Volvió ella el rostro, y dijo sonriendo:

—Déjate de lisonjas. No gusto de ellas nada. Si sigues así, no llegarás a verme otra vez, para que ni en broma me acuses de que por mí te vuelves loco.

—No te enojes. Yo me quedaré cuerdo, pero consiente que te acompañe hasta tu casa.

—No; vete ya.

—Me iré, si lo mandas.

—Lo mando.

—Bien está; pero prométeme que vendrás mañana por aquí a la misma hora.

—¿Y para qué?

—Para que yo tenga da dicha de verte y de hablarte.

—Pero, desventurado, ¿no ves que perderlas así el tiempo? ¿Buscas fortuna? Pues mal modo de hallarla es andar en conversaciones ociosas.

—No serán ociosas. Tú eres, lo conozco, tan discreta como prudente, y deseo pedirte consejo.

—Eso ya es distinto. Aunque no presumo de buena consejera, la conciencia me remordería de negarte el consejo que pides. Me queda, con todo, un escrúpulo. Es sacrilegio citarnos en la iglesia para tratar asuntos profanos.

—Pues dime dónde vives, e iré a tu casa.

—¡Imposible! ¿Qué diría mi madre?

—Entonces, sal ya tarde a la reja, cuando tu madre se acueste.

—¡Jesús! ¿Qué estás diciendo, muchacho? ¿Qué pensarías de mí si yo tal hiciese? Apenas te conozco. No sé siquiera tu nombre.

—No quede por eso, hija mía. ¿Conque no me viste rezar con devoción junto a la capilla del Arcángel, donde, aun no sé si para mi desgracia o para mi ventura, te vi y te admiré? Fui allí, porque el Arcángel es mi santo. Me llamo Miguel.

—Bien está, Miguel. Márchate ahora, déjame en paz y no quieras convertirte en diablo.

—¡Cruel!

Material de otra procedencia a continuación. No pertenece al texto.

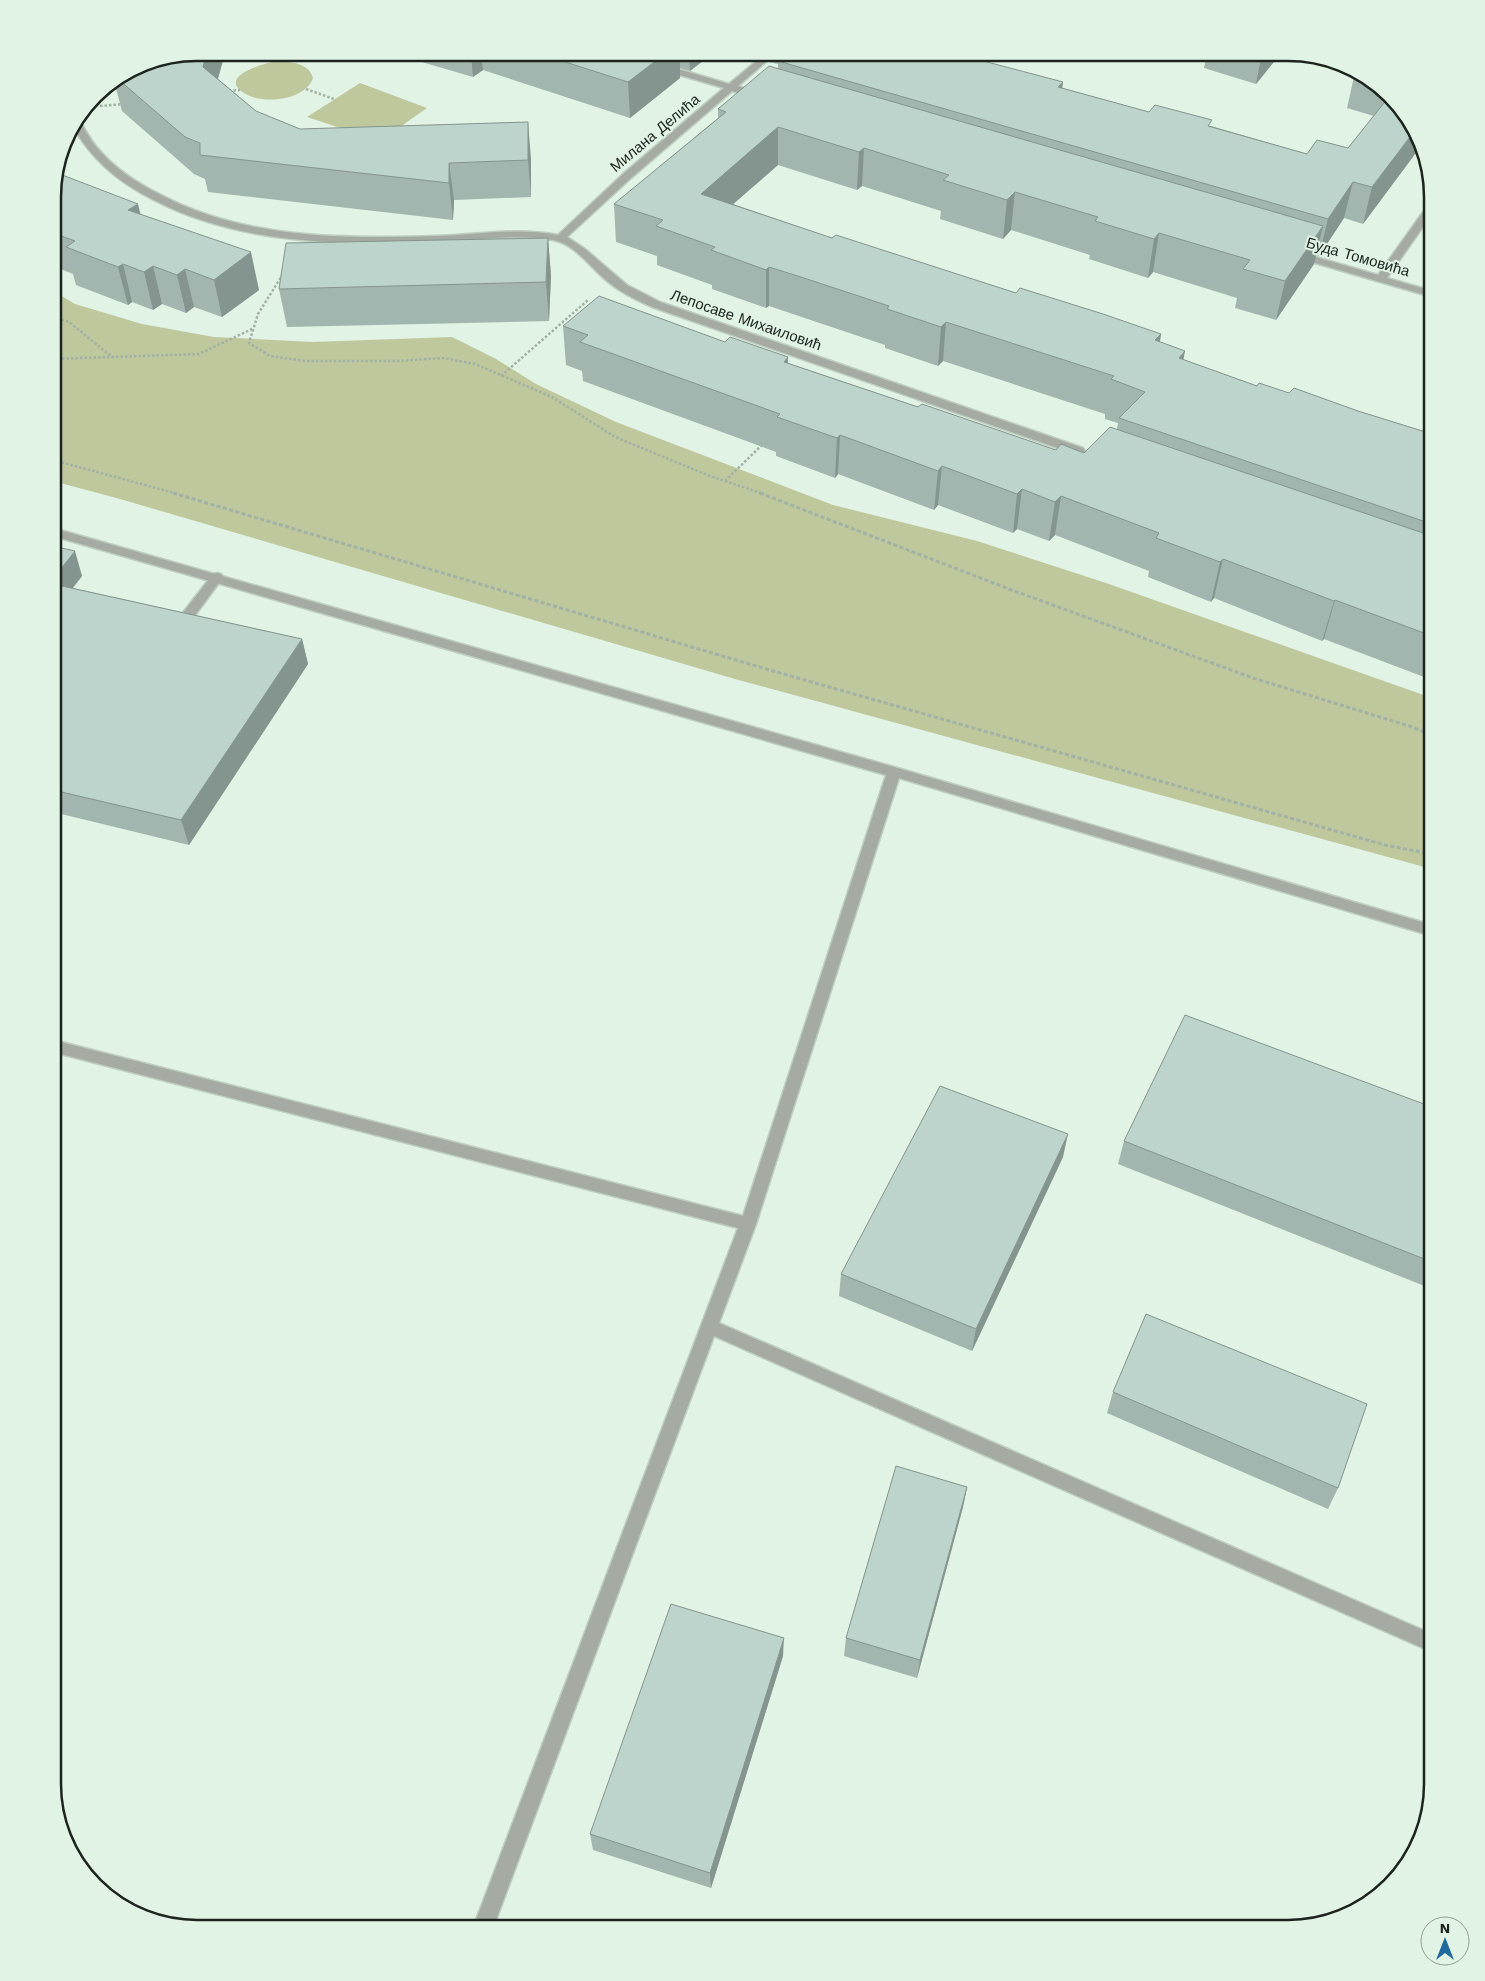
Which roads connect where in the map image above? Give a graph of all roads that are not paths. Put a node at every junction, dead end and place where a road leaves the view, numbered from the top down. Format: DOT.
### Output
graph roads {
  1 [pos="761,62"];
  2 [pos="650,64"];
  3 [pos="732,87"];
  4 [pos="772,99"];
  5 [pos="80,129"];
  6 [pos="1424,218"];
  7 [pos="560,238"];
  8 [pos="1286,251"];
  9 [pos="1381,279"];
  10 [pos="1424,292"];
  11 [pos="1093,456"];
  12 [pos="62,534"];
  13 [pos="217,577"];
  14 [pos="180,626"];
  15 [pos="894,772"];
  16 [pos="1424,928"];
  17 [pos="61,1048"];
  18 [pos="748,1224"];
  19 [pos="710,1326"];
  20 [pos="1424,1639"];
  21 [pos="486,1920"];
  1 -- 3 [label="street, Милана Делића"];
  2 -- 3 [label="street"];
  3 -- 4 [label="street"];
  3 -- 7 [label="street, Милана Делића"];
  5 -- 7 [label="street, Лепосаве Михаиловић"];
  6 -- 9 [label="street"];
  7 -- 11 [label="street, Лепосаве Михаиловић"];
  8 -- 9 [label="street, Буда Томовића"];
  9 -- 10 [label="street, Буда Томовића"];
  12 -- 13 [label="street"];
  13 -- 14 [label="street"];
  13 -- 15 [label="street"];
  15 -- 16 [label="street"];
  15 -- 18 [label="street"];
  17 -- 18 [label="street"];
  18 -- 19 [label="street"];
  19 -- 20 [label="street"];
  19 -- 21 [label="street"];
}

La diablura es que me despidas. ¿Y por qué?

—Ya es de noche; pero mis vecinas están atisbando siempre, y tienen ojos de lince. ¿Qué no murmurarán si me ven con mancebo tan cubierto de armas? Supondrán que me llevas presa.

—El preso y el enredado soy yo en la mágica red que tienden cuando miran tus ojos divinos.

—Ya te he dicho que detesto los requiebros —exclamó Calitea, negando con la complacida expresión de su sonrisa, con su dulce mirar y con lo trémulo de su voz, las palabras que pronunciaban sus labios.

El ansia de amar, el torrente de afectos, contenido y represado hacía cuatro años, desde que Calitea era mujer, había roto los diques y brotaba con tal ímpetu de su alma, que no lograban atajarle la reflexión y la prudencia.